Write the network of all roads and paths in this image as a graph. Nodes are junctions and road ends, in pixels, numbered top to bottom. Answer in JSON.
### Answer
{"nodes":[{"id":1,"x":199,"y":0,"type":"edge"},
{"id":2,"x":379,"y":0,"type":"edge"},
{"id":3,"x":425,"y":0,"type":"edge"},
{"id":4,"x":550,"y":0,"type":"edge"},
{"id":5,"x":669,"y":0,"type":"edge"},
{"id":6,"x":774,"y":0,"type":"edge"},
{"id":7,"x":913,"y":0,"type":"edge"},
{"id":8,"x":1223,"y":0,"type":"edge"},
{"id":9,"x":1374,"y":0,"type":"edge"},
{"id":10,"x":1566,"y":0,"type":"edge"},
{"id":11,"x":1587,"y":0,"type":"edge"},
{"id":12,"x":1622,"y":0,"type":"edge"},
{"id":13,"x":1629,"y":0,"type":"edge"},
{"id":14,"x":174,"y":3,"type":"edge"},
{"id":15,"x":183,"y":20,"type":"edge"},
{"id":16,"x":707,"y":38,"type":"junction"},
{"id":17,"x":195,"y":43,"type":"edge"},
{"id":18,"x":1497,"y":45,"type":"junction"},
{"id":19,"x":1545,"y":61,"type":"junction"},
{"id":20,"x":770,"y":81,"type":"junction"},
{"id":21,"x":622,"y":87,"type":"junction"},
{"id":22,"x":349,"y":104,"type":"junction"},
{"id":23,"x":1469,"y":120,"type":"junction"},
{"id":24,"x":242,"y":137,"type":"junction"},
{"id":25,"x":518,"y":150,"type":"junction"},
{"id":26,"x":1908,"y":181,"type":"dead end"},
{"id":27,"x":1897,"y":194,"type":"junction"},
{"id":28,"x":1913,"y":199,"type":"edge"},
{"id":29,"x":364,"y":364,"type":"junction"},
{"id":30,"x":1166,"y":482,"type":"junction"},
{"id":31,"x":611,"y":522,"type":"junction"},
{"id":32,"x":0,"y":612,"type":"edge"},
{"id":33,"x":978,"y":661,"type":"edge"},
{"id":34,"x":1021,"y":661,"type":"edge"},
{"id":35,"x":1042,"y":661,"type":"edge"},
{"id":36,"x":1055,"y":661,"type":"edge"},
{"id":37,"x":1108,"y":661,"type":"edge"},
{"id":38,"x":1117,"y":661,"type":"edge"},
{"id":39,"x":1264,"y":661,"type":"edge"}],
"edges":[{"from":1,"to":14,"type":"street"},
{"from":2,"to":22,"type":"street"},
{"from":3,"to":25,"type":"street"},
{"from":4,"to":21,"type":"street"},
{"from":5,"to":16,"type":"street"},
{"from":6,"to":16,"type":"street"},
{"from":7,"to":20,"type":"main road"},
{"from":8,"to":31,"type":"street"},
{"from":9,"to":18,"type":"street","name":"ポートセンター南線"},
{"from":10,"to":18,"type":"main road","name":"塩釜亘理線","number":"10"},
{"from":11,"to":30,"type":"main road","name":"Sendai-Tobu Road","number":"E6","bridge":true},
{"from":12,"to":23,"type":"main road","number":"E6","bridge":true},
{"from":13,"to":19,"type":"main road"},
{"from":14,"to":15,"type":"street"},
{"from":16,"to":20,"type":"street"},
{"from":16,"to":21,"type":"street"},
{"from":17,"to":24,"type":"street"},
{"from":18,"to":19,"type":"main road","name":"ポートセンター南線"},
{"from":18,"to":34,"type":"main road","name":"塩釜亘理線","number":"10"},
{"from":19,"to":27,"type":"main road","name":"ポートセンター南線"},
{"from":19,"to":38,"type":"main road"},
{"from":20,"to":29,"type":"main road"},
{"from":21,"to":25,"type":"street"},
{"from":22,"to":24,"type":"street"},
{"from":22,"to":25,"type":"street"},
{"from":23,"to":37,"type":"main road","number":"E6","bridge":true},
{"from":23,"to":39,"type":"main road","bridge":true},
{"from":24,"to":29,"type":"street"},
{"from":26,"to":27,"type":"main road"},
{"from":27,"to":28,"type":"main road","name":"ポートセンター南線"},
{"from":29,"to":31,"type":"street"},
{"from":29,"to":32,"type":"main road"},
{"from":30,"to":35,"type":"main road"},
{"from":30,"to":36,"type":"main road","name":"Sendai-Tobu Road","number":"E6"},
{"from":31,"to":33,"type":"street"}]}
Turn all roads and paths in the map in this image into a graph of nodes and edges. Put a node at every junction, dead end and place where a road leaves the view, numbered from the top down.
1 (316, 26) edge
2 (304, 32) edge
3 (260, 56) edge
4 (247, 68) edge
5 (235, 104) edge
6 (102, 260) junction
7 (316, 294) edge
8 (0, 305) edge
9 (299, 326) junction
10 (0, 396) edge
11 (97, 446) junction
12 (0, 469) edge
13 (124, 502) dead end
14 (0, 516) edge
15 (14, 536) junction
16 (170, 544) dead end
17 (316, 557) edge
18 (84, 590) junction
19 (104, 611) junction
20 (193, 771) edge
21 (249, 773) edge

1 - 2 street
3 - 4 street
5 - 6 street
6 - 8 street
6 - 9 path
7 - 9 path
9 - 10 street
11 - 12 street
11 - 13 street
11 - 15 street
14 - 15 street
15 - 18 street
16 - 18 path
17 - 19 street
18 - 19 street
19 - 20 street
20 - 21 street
◇ ◇ ◇ ◇ ◇ ◇ ◇
TASK ITEM =
Locate the lines above that hold the word "image". Show every one of them.

EXERCISE OUTPUT =
Write the network of all roads and paths in this image as a graph. Nodes are junctions and road ends, in pixels, numbered top to bottom. Answer in JSON.
Turn all roads and paths in the map in this image into a graph of nodes and edges. Put a node at every junction, dead end and place where a road leaves the view, numbered from the top down.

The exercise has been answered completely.